Sections

8.1.06

How I Got Here: Marc Brown

Author of the Arthur books.

My wonderful wife Laurie came here before I did. She was working at Harvard. She was the only person I ever met who cared about how the illustrations in a picture book affected children, and she was doing studies about that at Harvard at Project Zero with Howard Gardner. She asked to do a study with a book that I had illustrated called Why the Tides Ebb and Flow, which was [from] African folklore. I was having a great time. We went into schools and worked with kids and we asked them all sorts of good questions and had them make drawings. And she had invited me to come down to the Vineyard.

She had rented a house out in Gay Head at the time. Her assistant and I came down to work for a day. And then her assistant, who I think was secretly trying to get us together, had to leave for some mysterious reason, which I couldn’t figure out.

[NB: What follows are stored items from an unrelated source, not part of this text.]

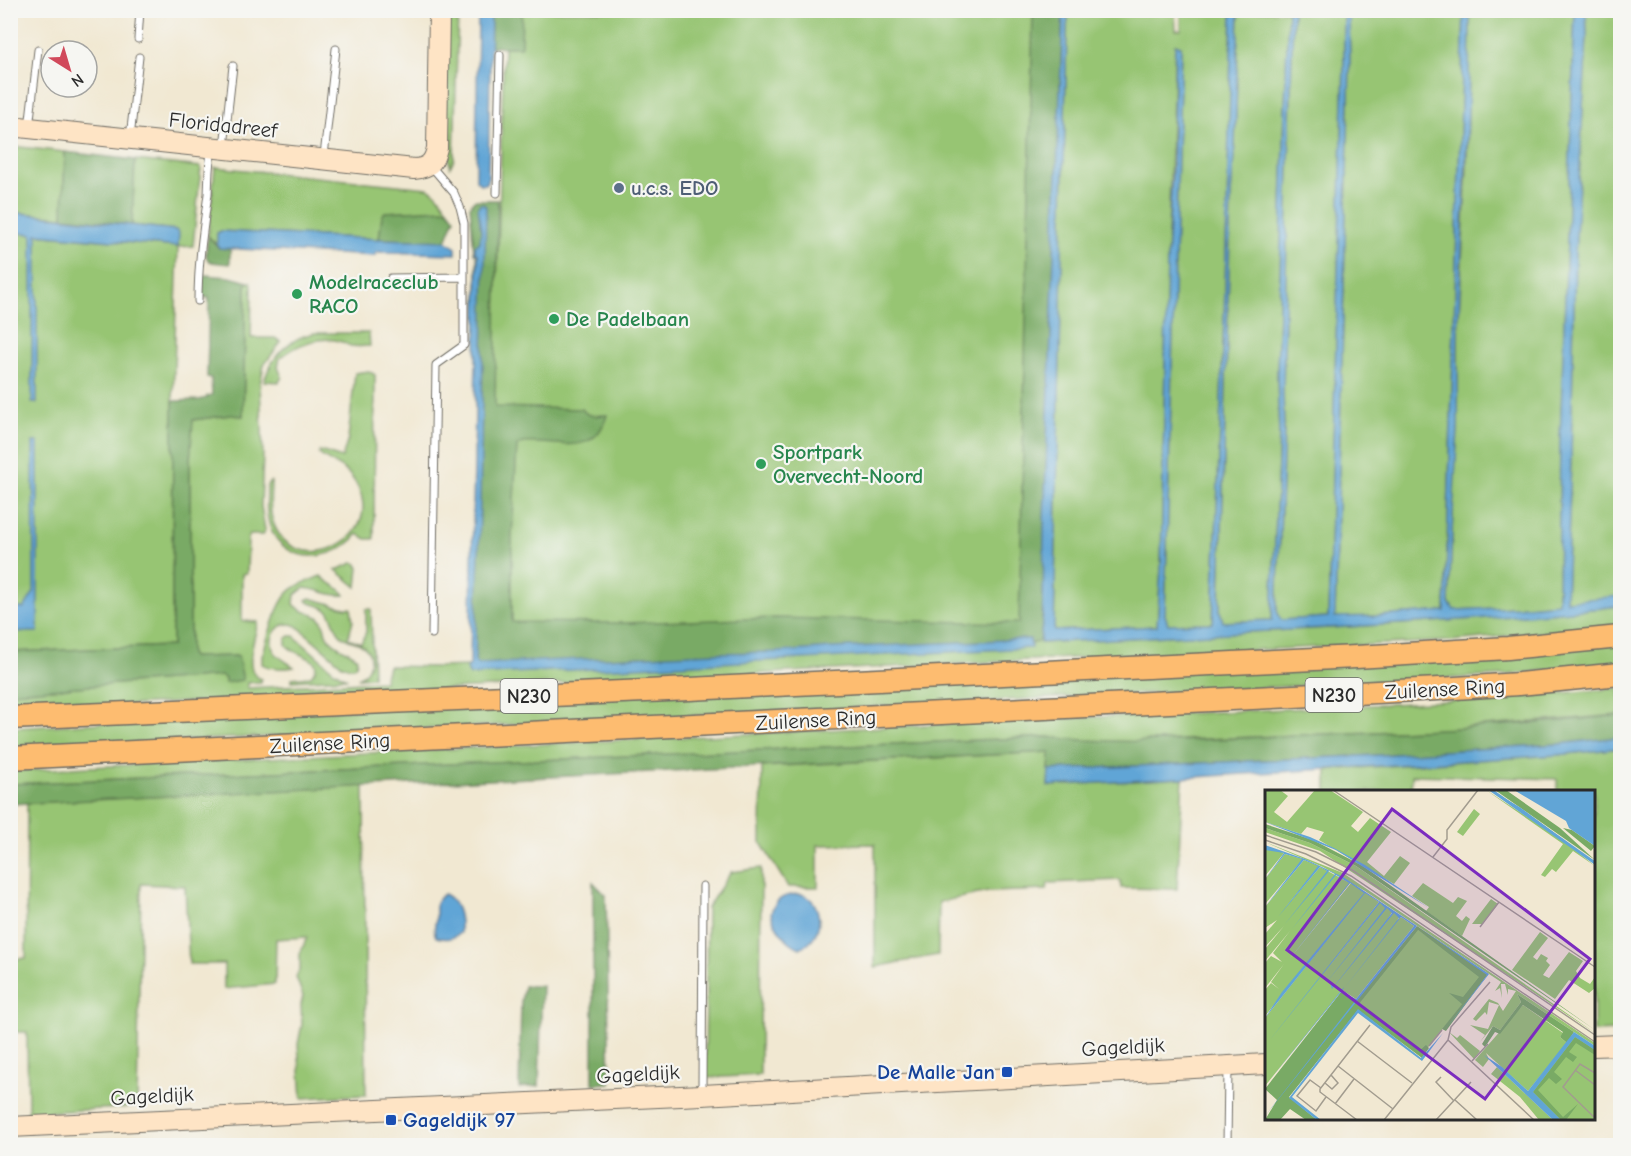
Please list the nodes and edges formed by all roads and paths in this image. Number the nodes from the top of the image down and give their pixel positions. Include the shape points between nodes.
1 (140, 10) edge
2 (439, 10) edge
3 (138, 39) dead end
4 (336, 49) dead end
5 (38, 50) dead end
6 (500, 55) dead end
7 (139, 57) dead end
8 (232, 66) dead end
9 (20, 127) edge
10 (130, 139) junction
11 (218, 148) junction
12 (323, 159) junction
13 (430, 165) junction
14 (497, 193) dead end
15 (391, 278) dead end
16 (464, 278) junction
17 (198, 301) dead end
18 (432, 634) dead end
19 (1620, 637) edge
20 (1620, 674) edge
21 (10, 718) edge
22 (10, 758) edge
23 (703, 886) dead end
24 (1620, 1045) edge
25 (1595, 1046) edge
26 (1265, 1064) edge
27 (1228, 1066) junction
28 (702, 1095) junction
29 (10, 1127) edge
30 (1227, 1146) edge

1 - 3 lane
2 - 13 street via 436,148
4 - 12 lane
5 - 9 lane
6 - 14 lane
7 - 10 lane
8 - 11 lane
9 - 10 street, Floridadreef
10 - 11 street, Floridadreef
11 - 12 street, Floridadreef
11 - 17 lane via 209,163
12 - 13 street, Floridadreef via 414,169
13 - 16 lane via 454,193 460,207 464,223
15 - 16 lane
16 - 18 lane via 464,345 436,365
19 - 21 main road, Zuilense Ring / N230 via 1356,657
20 - 22 main road, Zuilense Ring / N230 via 1405,691
23 - 28 lane
24 - 25 street
26 - 27 street, Gageldijk
27 - 28 street, Gageldijk
27 - 30 lane
28 - 29 street, Gageldijk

We had a wonderful time and she invited me back. Then we came to the Island together, and we found a little house not far from where we stayed in the house that she had rented. It was a beautiful little 1840 farmhouse in Gay Head that had been owned by Aida Mannings for many, many years.

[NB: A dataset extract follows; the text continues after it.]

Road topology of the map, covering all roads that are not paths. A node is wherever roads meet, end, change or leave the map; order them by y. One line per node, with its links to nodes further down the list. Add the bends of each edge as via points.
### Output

I remember our first night there. My two sons were with us and they stayed in the bedroom downstairs – that was their room. And they opened their closet and they walked inside and the floor was so rotten that they fell through the floor. It was bad. And Laurie and I were sleeping upstairs and we had to keep moving our bed because the rain was coming through the roof. It was a disaster. But we had a wonderful time restoring the house.

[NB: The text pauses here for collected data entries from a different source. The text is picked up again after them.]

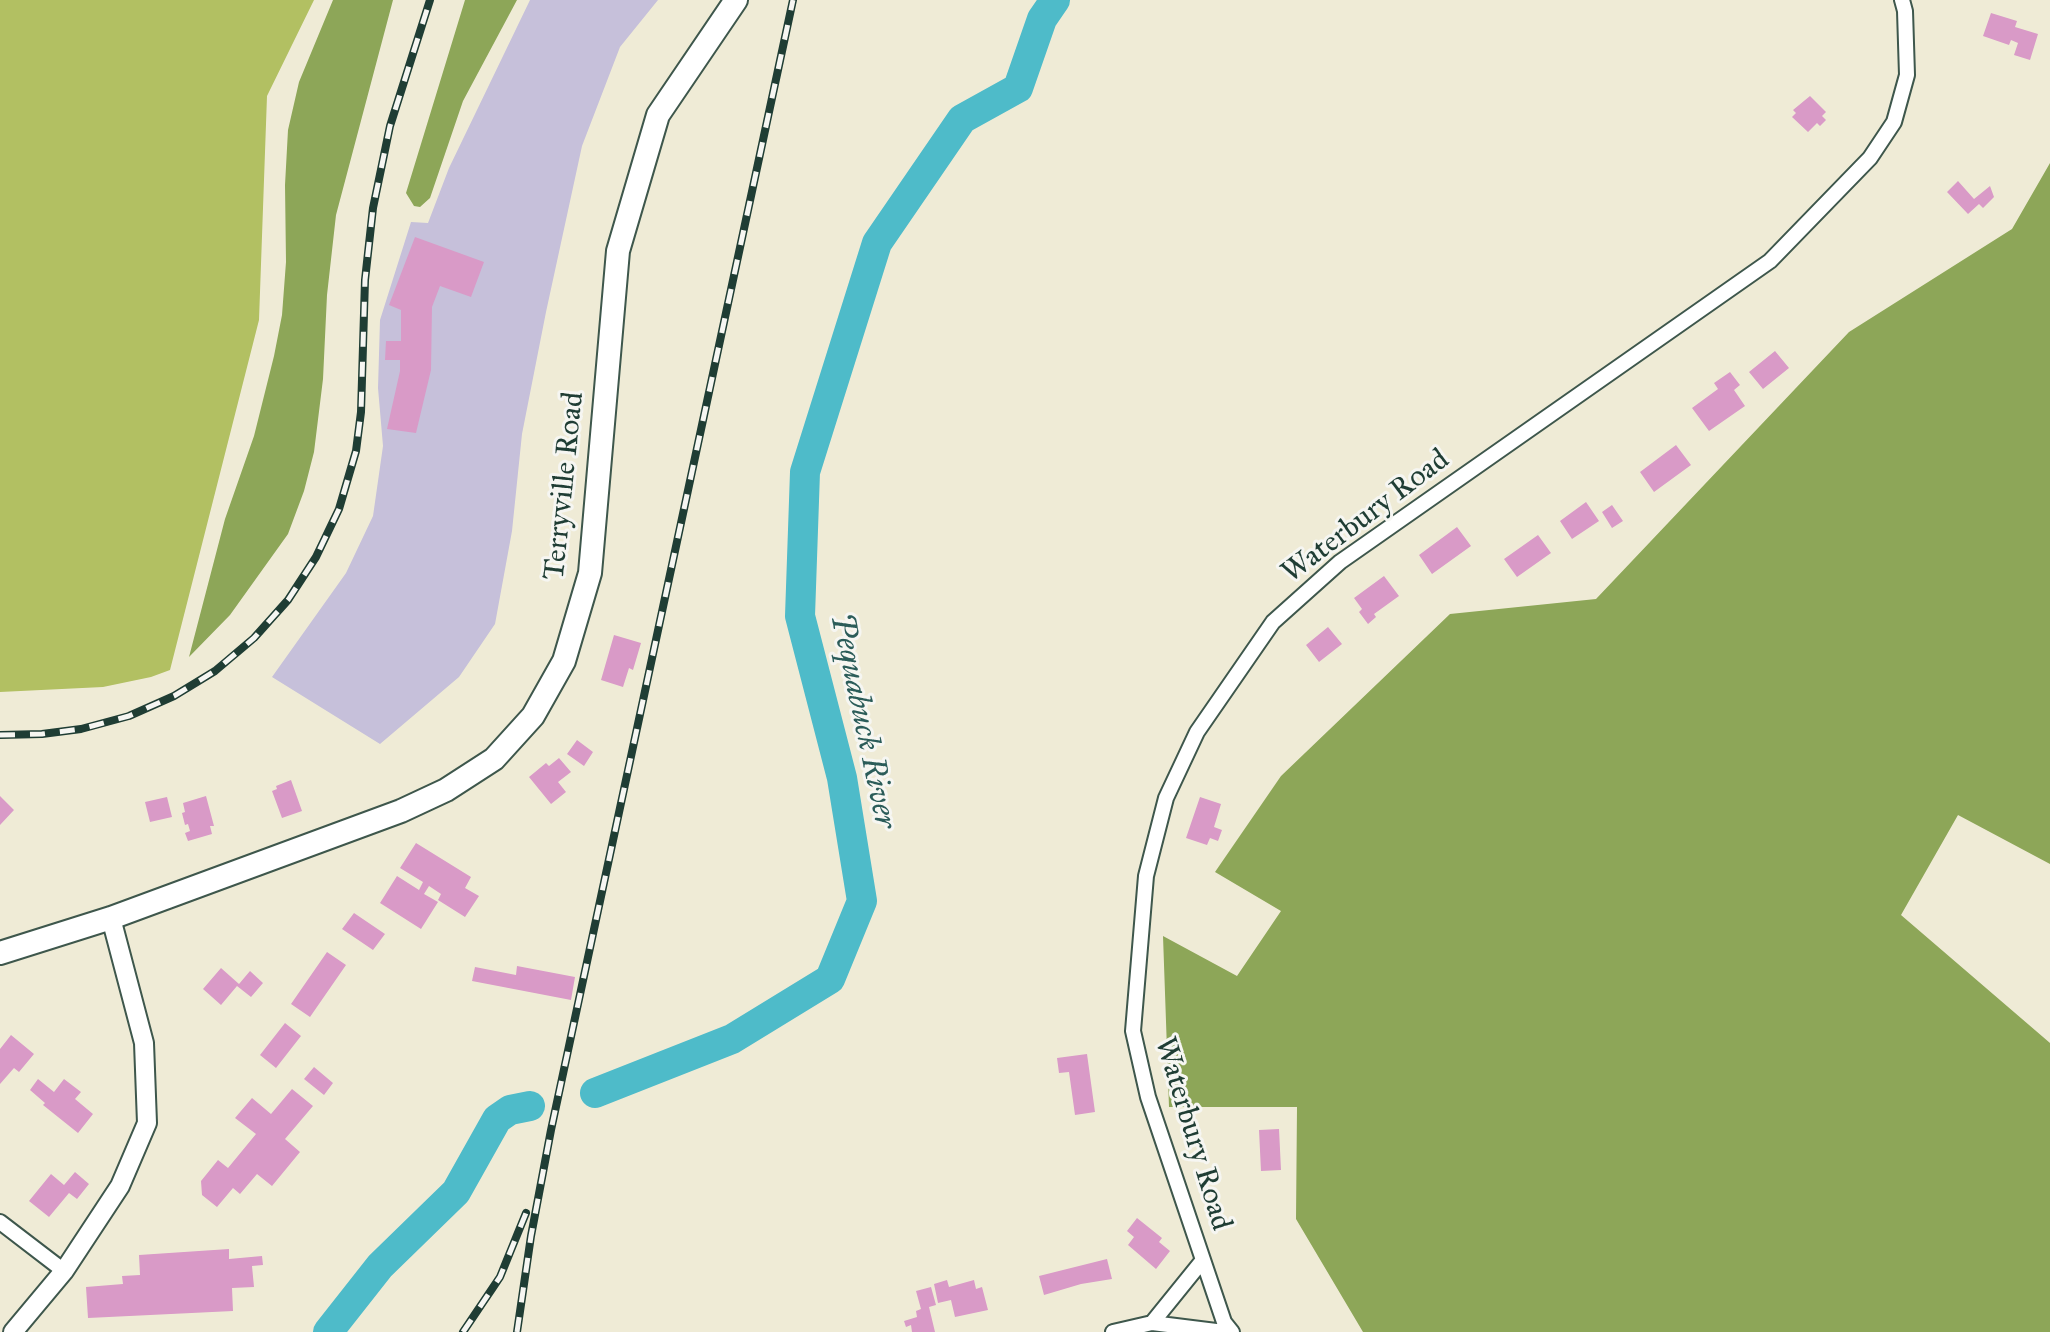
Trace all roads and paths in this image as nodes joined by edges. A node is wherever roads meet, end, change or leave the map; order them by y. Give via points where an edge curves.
1 (736, 0) edge
2 (1902, 0) edge
3 (111, 918) junction
4 (0, 953) edge
5 (0, 1222) edge
6 (1203, 1260) junction
7 (64, 1271) junction
8 (1152, 1323) junction
9 (1227, 1329) edge
10 (13, 1332) edge
11 (1113, 1332) edge

1 - 3 highway, Terryville Road via 658,115 618,251 590,573 564,661 533,716 494,759 446,790
2 - 6 street, Waterbury Road via 1907,75 1894,122 1870,158 1770,261 1340,562 1273,622 1197,732 1166,798 1146,876 1133,1031 1148,1097
3 - 4 highway, Terryville Road
3 - 7 main road via 144,1043 147,1123 120,1186
5 - 7 street
6 - 8 street
6 - 9 street, Waterbury Road
7 - 10 main road
8 - 9 street
8 - 11 street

Then, after several years, I saw an ad in the paper for this house in Tisbury. It had been in the paper for two or three years. I kept seeing the pictures. So finally I went and looked at it and then I persuaded Laurie to come here. It needed so much work and the house was more house than we wanted, but the spot was  so pretty. But Laurie kept saying,  “I don’t know, I think it’s too much for us. It’s so nice up in Gay Head.” So I brought her here five times before she decided that it might be
a good idea.

I think what’s so wonderful about the Vineyard is the diversity that’s here. And the different towns, each of them having their special character and flavor. Our friend Peggy Charren, founder of Action for Children’s Television, who lives in Chilmark and Cambridge, said to us once, “The Vineyard is cold hors d’oeuvres and Nantucket is hot hors d’oeuvres,” and I thought that summed it up very well. It feels  very comfortable here. There’s not  a whole lot of fuss going on.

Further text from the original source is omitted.